Healthy eating includes not only making healthful food choices, but also knowing how much you should eat. Do you know the difference between serving and portion sizes? While the terms "serving" and "portion" often are used interchangeably, they actually mean different things.
A "serving" is the amount of food recommended in consumer education materials such as on the nutrition label of packaged food or on government based education websites. A "portion" is the amount of a food you choose to eat at any one time, which may be more or less than a recommended serving.
Here are some everyday comparisons to help you figure out your serving sizes:
- A serving of meat should be the same size as the palm of your hand (approx. 100g).

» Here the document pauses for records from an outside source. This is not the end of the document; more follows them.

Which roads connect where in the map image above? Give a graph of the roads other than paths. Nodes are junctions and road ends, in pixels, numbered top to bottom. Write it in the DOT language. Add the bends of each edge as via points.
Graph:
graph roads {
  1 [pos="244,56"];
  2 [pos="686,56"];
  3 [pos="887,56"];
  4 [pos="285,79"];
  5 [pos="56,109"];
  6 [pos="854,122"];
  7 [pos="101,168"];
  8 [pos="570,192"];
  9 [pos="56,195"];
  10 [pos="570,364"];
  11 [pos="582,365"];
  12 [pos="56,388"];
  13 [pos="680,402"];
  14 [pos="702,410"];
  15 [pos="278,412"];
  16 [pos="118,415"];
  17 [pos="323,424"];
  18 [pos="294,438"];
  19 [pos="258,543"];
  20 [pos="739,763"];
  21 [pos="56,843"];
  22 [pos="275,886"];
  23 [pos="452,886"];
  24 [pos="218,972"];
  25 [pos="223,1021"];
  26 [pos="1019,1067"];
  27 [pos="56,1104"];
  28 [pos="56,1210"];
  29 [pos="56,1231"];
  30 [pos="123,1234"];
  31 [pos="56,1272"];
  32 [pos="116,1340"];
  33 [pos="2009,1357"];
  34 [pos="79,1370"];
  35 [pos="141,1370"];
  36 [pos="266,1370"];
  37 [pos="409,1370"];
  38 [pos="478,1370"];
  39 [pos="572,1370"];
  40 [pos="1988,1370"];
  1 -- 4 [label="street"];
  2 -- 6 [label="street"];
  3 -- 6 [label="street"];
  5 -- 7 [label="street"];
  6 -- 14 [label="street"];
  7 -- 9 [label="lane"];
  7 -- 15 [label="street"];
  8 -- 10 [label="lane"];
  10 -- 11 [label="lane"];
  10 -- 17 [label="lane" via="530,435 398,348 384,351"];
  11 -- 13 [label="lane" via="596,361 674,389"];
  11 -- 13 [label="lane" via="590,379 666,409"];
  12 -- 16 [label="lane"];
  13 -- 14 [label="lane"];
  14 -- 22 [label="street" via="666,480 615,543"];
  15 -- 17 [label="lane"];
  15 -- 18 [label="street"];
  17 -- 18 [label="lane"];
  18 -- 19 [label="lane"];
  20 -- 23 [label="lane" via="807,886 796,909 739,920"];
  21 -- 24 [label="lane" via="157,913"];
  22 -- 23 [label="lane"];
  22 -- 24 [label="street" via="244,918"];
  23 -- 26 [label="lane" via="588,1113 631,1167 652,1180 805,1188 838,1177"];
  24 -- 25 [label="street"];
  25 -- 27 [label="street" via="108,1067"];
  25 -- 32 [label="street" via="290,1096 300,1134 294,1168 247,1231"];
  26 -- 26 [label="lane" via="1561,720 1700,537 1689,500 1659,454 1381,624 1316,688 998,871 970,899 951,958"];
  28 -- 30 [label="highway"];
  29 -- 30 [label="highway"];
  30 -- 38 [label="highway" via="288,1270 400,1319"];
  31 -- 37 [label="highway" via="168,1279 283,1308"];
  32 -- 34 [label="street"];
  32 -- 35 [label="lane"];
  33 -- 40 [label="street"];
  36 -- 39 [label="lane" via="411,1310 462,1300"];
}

- A serving of fish should be the same size as your whole hand (approx. 100g).
- A serving of almonds should be approx. 8 to 12 nuts, Cashews (5), Brazil nuts (2), and Pistachios (10).
- 100ml of wine is the same size as a small children's size tub of yoghurt.
- A serving of hard cheese is approx. 28g and is no larger than 4 dice.
- 100g serve of potato is approx. the size of a standard mobile phone.
- A 30g serve of oats is same size as a small 95g tin of tuna.
To overcome portion distortion and to downsize your helpings, try these tips:
- Eat from a plate, not a package, so you know how much you eat.
- Use smaller dishes, so less looks like more on your plate.
- Eat slowly and while you are not distracted by a TV or work. Eating slowly will also help to aid in digestion.